Lagu dari Pamungkas yang gue dengarkan setiap hari selama gue jatuh cinta pada salah seorang rekan aktivis tingkat kampus sampai hari ini dan nanti dan selamanya dan abadi. Tentu saja jatuh cintanya yang gue maksud.

Dan ini adalah cerita gue tentang orang tersebut.

Gue selalu mengaku bahwa gue menyukai laki-laki matahari itu kepada semua orang kecuali dirinya sendiri.
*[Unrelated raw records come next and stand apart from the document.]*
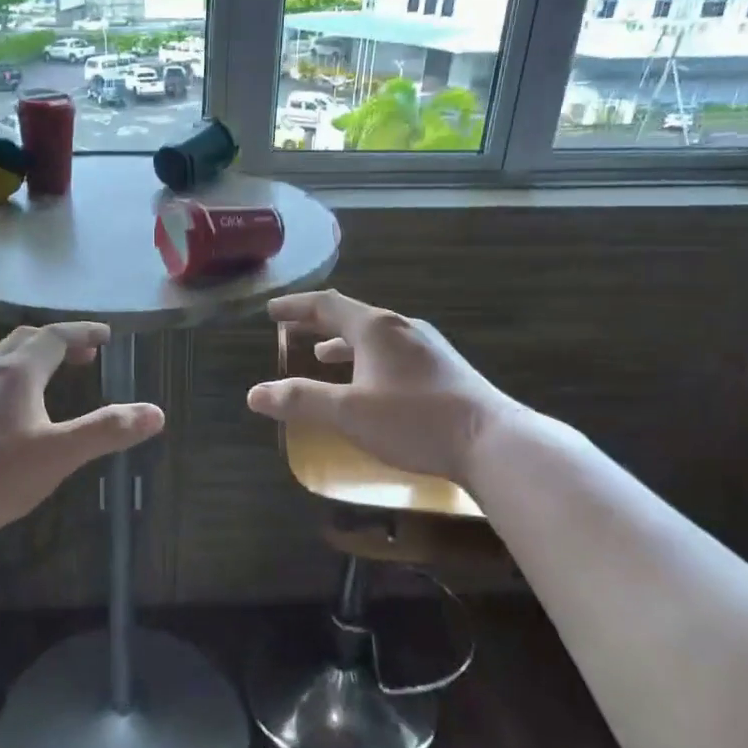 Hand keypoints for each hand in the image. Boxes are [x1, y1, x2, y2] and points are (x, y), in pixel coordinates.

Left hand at [0, 321, 163, 545]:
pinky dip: (11, 375)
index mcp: (17, 372)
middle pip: (26, 340)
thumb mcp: (59, 454)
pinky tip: (11, 406)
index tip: (106, 336)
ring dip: (31, 356)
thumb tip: (156, 413)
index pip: (55, 336)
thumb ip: (106, 431)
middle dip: (58, 341)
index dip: (83, 332)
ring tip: (50, 374)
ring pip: (1, 357)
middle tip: (84, 354)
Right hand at [245, 290, 520, 483]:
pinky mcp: (444, 370)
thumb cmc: (414, 420)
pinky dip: (368, 359)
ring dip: (344, 343)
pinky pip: (393, 353)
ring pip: (375, 336)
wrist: (493, 442)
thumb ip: (301, 400)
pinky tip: (370, 384)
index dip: (295, 306)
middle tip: (292, 328)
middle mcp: (402, 328)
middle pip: (351, 316)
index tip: (271, 310)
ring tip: (323, 355)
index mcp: (376, 328)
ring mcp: (428, 348)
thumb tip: (255, 394)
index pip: (326, 305)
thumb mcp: (348, 413)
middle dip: (318, 322) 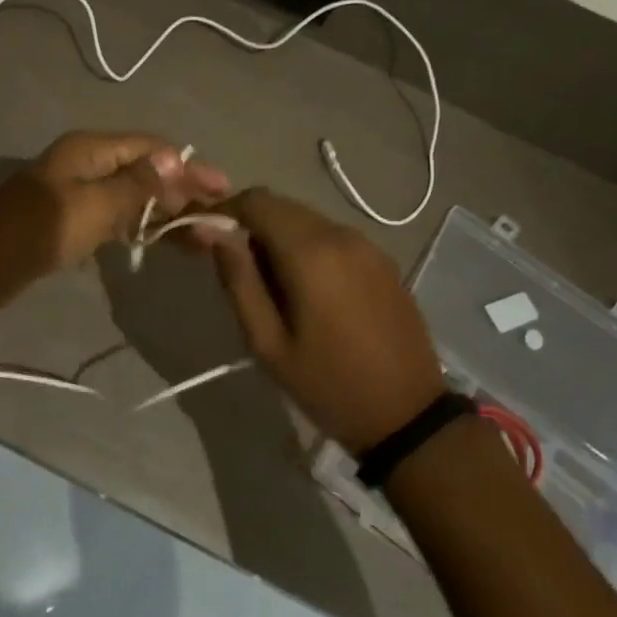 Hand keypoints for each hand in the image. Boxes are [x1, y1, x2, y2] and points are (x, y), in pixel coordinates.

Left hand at [0, 131, 229, 312]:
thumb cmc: (35, 232)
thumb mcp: (92, 207)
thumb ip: (136, 185)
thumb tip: (175, 159)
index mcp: (91, 150)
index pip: (152, 149)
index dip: (189, 167)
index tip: (224, 189)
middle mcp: (88, 164)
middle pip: (146, 172)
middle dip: (183, 194)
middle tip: (220, 221)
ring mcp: (79, 193)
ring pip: (135, 198)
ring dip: (167, 215)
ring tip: (203, 239)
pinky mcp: (72, 220)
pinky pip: (117, 218)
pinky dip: (142, 229)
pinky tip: (165, 243)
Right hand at [206, 189, 446, 451]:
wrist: (409, 415)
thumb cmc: (328, 384)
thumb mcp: (268, 343)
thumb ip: (238, 279)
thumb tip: (209, 230)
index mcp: (310, 252)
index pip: (256, 201)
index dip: (225, 210)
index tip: (207, 238)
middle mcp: (340, 234)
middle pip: (282, 206)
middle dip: (251, 226)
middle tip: (238, 270)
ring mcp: (367, 245)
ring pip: (307, 220)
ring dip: (280, 237)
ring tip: (273, 287)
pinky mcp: (382, 260)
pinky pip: (332, 237)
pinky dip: (309, 247)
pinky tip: (309, 290)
Gue bilang gue punya keinginan untuk menghabiskan sisa hidup gue di sisinya sebagai teman hidup, gue pengen nonton konser band-band yang kami suka, gue pengen menyusuri bumi melihat ini itu bersama dia, tapi bilang suka sama dia gue belum bisa.

Dia adalah entitas atau sosok manusia yang amat gue kagumi, terlepas bagaimana ia ditokohkan di fakultasnya, di rumahnya. Dia punya jawaban atas banyak hal yang selama ini selalu gue pertanyakan apalagi perihal berbuat baik, apa itu adil dan bagaimana mencintai manusia lain dengan berbagai macam bentuk cinta itu sendiri.
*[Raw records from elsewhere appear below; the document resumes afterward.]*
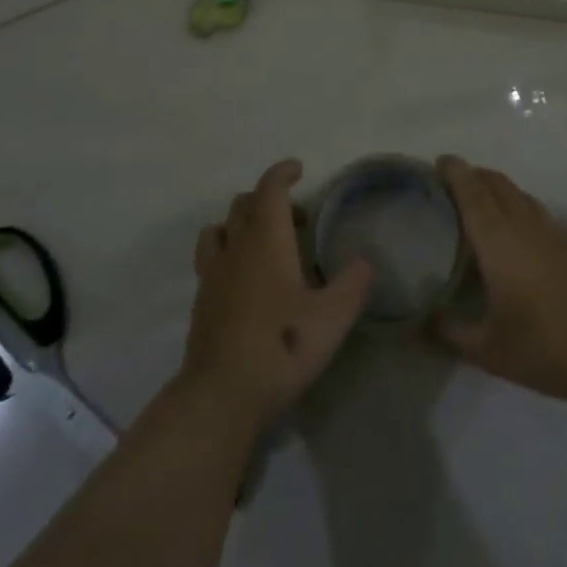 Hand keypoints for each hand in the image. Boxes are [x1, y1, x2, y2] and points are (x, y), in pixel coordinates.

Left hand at [178, 160, 372, 432]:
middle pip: (243, 203)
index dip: (282, 173)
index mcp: (266, 239)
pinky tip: (245, 280)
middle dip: (267, 199)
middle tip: (295, 218)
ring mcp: (213, 274)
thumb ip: (354, 283)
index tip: (298, 170)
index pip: (269, 189)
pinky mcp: (201, 302)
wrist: (221, 396)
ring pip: (220, 228)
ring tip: (264, 243)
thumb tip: (365, 261)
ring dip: (240, 223)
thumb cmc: (282, 346)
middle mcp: (236, 247)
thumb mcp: (333, 317)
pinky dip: (227, 253)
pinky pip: (210, 259)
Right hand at [437, 156, 566, 406]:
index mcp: (497, 238)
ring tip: (477, 203)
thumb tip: (423, 321)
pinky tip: (513, 232)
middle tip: (450, 185)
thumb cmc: (544, 346)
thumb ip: (451, 332)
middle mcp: (522, 223)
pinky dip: (516, 205)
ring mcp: (550, 231)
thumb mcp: (488, 350)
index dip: (454, 171)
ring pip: (517, 193)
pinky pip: (534, 209)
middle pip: (495, 183)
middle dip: (472, 175)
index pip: (471, 191)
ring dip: (495, 188)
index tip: (438, 162) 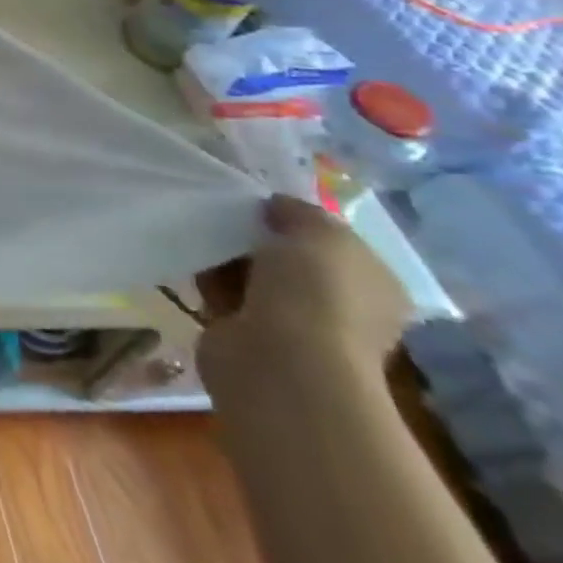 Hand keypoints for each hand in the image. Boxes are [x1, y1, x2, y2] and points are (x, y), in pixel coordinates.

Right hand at [197, 196, 412, 391]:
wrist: (280, 360)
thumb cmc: (316, 292)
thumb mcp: (319, 232)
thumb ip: (300, 212)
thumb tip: (276, 207)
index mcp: (372, 284)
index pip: (334, 243)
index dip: (298, 220)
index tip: (261, 202)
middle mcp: (338, 306)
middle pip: (288, 257)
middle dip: (256, 236)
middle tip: (225, 212)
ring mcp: (292, 324)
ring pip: (251, 275)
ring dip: (226, 256)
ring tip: (201, 230)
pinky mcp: (246, 333)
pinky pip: (222, 294)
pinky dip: (206, 278)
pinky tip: (191, 258) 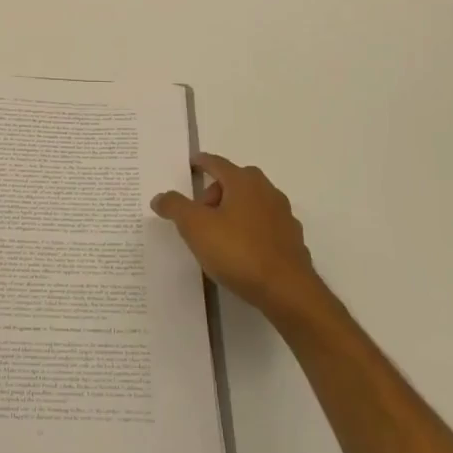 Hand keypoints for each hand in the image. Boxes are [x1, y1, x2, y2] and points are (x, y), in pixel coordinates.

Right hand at [152, 153, 330, 325]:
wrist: (286, 290)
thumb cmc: (237, 251)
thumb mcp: (195, 227)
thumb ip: (175, 207)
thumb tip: (160, 197)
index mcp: (243, 182)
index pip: (218, 164)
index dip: (202, 162)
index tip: (192, 164)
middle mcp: (267, 191)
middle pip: (236, 182)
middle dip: (215, 192)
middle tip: (199, 213)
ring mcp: (283, 215)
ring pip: (252, 203)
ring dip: (233, 211)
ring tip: (218, 235)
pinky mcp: (292, 239)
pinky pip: (264, 226)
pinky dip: (250, 230)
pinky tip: (241, 251) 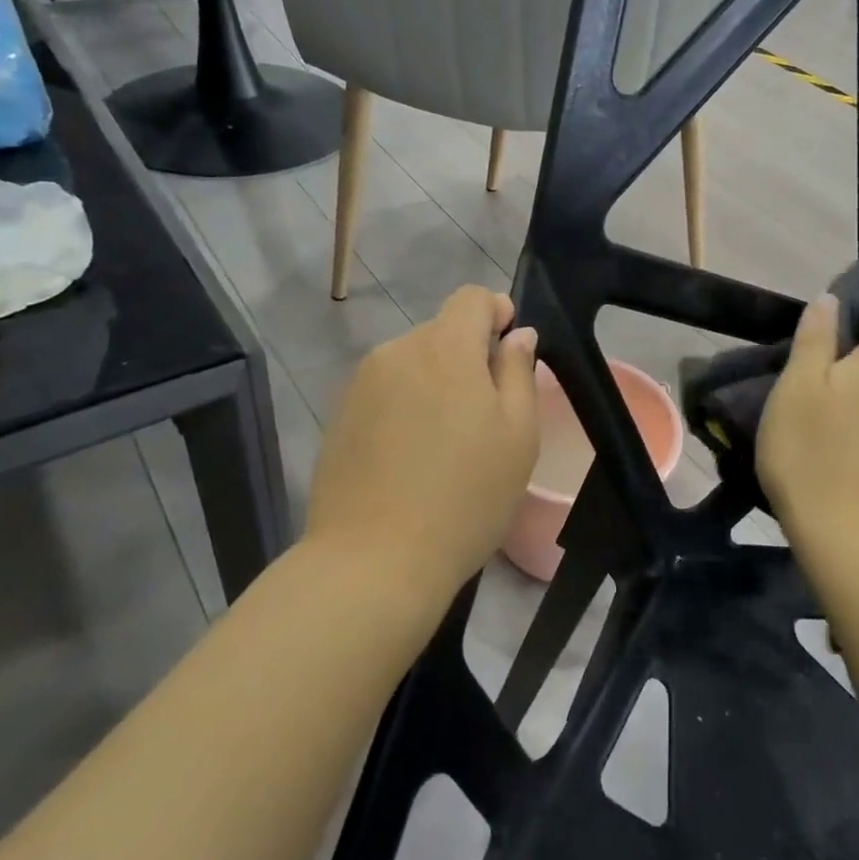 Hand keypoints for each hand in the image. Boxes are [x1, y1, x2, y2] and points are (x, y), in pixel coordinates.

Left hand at [305, 286, 538, 588]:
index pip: (471, 298)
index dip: (497, 313)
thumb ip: (519, 372)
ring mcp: (361, 384)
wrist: (373, 561)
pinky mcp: (339, 416)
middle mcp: (397, 351)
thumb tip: (517, 334)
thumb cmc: (465, 497)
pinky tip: (410, 459)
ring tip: (445, 444)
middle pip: (442, 332)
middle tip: (485, 417)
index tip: (508, 354)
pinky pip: (386, 392)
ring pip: (413, 363)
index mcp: (445, 348)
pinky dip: (405, 407)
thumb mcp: (518, 435)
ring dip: (435, 384)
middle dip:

Di akhir hari gue selalu, selalu menyimpan kekaguman gue pada sosoknya dengan tetap berharap bahwa suatu haru gue bisa menghabiskan secangkir kopi di sore hari bersama dia sembari menonton berita tentang tanah air yang kita perjuangkan di masa muda dengan kondisi yang lebih baik, menyandarkan kepala gue yang lelah karena bertemu dengan pasien seharian di pundaknya yang kokoh yang diatasnya dulu pernah diletakkan amanah-amanah dari orang yang mendukungnya dan berhasil dia bawa dengan amat sangat baik, kemudian gue menyusuri helai rambutnya yang ikal terurai hingga punggung sembari mendengarkan ceritanya perihal hari itu. Gue ingin selama-lamanya tenggelam dan tinggal dalam matanya, meyusuri lapis demi lapis jiwanya yang indah.

Hari di mana dia menyapa gue dengan senyum yang lebar itu gue kira adalah hari dimana gue jatuh cinta pada dia, sampai ke jiwanya, sampai ke tulang-tulangnya. Terimakasih pada senyumannya yang menyelamatkan diri gue dari hal-hal buruk yang menggerogoti jiwa gue.

Gue berjanji ke diri gue sendiri bahwa ketika waktunya tepat dan gue sudah siap dengan penerimaan gue terhadap cinta dan segala ketidakpastiannya yang menyenangkan ini, gue akan bilang pada dia perihal yang gue tulis disini.

Begin Again

Gue bukan cewek galau ya bunda-bunda sekalian, dan gue juga tidak pernah mau dikenal dengan sosok yang seperti itu meskipun juga galau pun adalah perasaan yang valid dan bukan sesuatu yang akan menurunkan value seorang manusia. Gue hanya ingin orang melihat gue sebagai sosok yang ceria dan bahagia karena apa yang gue rasakan pun begitu.

Tahun ini gue 2`1 dan gue sangat bersyukur kepada tuhan atas segala nikmat yang tuhan beri pada gue dan orang-orang di sekitar gue, termasuk juga nikmat untuk belajar dari hal-hal yang kurang menyamankan untuk dirasakan.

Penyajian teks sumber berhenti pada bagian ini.